Try it: Across the listing below, count every line where the string "Close" appears, then give only the count.

Material for the task:
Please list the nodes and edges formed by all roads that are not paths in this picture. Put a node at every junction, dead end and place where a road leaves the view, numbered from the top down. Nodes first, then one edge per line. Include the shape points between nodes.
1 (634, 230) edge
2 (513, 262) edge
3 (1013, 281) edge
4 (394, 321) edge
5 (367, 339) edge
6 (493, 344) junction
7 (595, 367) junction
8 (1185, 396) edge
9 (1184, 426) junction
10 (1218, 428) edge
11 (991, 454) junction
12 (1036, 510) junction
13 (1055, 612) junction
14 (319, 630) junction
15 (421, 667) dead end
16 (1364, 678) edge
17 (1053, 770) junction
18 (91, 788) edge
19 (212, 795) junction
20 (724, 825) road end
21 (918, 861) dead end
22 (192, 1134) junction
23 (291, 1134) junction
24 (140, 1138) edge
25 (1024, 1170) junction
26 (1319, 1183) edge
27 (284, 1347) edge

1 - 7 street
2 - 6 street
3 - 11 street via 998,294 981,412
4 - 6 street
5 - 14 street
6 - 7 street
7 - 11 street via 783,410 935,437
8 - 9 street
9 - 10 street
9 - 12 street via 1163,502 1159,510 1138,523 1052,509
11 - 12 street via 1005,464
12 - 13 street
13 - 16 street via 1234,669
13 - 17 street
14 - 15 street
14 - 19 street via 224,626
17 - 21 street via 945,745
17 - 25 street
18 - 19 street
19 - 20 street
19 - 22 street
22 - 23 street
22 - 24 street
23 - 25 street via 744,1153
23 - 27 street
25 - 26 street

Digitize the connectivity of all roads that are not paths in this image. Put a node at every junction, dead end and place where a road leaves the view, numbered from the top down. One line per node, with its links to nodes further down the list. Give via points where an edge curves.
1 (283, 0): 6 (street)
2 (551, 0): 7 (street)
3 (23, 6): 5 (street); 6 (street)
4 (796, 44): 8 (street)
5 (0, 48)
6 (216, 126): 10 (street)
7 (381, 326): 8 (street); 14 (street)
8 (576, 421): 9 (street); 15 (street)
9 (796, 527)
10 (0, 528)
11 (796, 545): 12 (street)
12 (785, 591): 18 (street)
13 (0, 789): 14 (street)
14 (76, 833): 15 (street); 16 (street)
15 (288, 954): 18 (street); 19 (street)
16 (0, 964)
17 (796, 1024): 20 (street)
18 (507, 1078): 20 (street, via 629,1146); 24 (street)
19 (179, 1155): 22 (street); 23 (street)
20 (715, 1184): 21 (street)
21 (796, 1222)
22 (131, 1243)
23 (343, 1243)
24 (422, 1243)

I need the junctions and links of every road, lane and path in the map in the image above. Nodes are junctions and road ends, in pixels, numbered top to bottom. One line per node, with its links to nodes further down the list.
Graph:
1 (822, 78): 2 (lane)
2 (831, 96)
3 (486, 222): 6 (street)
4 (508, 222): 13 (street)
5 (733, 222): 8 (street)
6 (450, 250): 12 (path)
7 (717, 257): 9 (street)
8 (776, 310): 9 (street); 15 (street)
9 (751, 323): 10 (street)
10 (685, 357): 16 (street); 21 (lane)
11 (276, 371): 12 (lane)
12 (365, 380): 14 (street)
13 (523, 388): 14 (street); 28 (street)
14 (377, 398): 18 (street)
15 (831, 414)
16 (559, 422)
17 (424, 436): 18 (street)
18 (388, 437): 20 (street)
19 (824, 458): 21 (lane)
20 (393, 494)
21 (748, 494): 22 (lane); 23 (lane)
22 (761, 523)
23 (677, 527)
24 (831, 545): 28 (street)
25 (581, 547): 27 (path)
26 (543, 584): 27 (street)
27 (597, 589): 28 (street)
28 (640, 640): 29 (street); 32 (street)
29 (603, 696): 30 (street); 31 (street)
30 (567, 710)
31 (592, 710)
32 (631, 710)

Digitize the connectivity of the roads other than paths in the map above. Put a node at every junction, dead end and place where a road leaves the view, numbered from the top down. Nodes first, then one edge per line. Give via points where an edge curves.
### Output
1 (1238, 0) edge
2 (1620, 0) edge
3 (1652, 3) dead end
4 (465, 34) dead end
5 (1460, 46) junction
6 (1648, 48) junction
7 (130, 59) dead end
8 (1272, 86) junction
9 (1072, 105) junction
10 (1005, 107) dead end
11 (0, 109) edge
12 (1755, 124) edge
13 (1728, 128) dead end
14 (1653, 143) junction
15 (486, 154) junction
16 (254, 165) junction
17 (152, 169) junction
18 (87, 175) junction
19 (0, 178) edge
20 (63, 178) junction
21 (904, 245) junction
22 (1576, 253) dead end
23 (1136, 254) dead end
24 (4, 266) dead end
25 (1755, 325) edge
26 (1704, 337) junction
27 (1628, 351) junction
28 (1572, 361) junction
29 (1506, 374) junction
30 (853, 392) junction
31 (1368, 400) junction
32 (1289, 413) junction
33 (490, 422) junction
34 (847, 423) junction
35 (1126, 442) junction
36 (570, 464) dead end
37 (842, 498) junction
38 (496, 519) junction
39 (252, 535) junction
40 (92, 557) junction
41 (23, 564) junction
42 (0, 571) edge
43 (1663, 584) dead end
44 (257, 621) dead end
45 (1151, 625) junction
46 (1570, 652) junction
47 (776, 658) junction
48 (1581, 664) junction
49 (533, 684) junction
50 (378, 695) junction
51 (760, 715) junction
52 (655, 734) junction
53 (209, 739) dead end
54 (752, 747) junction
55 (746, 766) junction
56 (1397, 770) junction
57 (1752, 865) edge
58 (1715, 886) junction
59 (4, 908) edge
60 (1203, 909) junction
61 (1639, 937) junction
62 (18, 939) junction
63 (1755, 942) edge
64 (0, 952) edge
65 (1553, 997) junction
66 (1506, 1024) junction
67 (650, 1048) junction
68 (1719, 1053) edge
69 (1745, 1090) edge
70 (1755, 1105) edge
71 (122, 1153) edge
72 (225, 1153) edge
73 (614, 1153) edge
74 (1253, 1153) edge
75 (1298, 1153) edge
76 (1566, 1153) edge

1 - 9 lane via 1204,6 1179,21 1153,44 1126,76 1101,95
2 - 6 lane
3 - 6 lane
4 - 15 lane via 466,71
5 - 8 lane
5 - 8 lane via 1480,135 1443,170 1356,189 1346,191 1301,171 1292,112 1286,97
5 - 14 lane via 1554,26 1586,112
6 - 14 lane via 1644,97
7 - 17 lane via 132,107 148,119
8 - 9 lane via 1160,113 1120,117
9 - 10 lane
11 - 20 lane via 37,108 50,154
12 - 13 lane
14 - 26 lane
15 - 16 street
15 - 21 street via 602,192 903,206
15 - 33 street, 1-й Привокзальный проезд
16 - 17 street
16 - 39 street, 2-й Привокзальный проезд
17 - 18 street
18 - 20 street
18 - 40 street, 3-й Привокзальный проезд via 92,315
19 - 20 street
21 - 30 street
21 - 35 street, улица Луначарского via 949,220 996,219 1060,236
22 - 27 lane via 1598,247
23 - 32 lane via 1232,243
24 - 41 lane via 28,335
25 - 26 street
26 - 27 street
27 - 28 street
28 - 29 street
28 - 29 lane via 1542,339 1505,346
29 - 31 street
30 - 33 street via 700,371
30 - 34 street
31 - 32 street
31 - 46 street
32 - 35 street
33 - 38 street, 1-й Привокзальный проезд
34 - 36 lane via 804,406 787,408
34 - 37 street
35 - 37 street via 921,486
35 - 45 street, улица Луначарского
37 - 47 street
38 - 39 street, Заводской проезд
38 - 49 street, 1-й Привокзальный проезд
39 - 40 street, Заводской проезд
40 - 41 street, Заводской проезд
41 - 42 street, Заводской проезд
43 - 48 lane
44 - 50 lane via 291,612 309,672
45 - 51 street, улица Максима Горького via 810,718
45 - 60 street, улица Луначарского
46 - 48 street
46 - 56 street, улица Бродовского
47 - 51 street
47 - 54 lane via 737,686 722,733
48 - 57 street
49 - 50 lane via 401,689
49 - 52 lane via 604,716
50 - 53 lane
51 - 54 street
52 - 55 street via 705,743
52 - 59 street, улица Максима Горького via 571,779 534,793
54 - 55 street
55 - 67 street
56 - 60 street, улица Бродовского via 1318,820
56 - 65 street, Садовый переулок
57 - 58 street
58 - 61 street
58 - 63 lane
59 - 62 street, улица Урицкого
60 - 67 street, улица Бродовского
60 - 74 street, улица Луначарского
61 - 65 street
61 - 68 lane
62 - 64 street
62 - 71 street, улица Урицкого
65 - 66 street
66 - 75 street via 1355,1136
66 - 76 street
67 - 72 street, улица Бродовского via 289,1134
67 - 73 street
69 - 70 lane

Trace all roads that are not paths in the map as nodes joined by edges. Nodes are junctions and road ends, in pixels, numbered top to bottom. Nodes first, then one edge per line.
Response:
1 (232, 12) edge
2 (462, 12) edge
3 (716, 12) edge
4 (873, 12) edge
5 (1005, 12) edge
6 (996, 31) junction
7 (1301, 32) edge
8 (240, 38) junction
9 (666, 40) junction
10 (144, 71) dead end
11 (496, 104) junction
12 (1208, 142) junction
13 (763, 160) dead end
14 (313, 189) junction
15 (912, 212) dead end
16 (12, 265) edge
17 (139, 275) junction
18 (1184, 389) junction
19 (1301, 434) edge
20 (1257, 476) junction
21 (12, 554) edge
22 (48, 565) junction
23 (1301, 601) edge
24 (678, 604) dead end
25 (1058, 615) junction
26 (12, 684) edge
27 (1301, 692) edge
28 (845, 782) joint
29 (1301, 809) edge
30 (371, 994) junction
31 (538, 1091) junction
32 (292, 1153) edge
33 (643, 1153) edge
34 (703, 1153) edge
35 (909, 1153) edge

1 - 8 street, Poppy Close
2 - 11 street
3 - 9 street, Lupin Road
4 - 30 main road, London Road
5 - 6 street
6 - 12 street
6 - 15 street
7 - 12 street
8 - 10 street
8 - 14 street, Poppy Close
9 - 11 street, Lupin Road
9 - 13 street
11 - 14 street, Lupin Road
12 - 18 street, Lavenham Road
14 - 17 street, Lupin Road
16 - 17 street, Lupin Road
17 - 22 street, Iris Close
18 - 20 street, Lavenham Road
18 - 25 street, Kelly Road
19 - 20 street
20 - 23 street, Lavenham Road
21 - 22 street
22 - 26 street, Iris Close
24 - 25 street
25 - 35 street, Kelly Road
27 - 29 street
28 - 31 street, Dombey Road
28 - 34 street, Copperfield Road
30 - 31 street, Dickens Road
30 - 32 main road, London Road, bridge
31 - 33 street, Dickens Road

Expected output: 4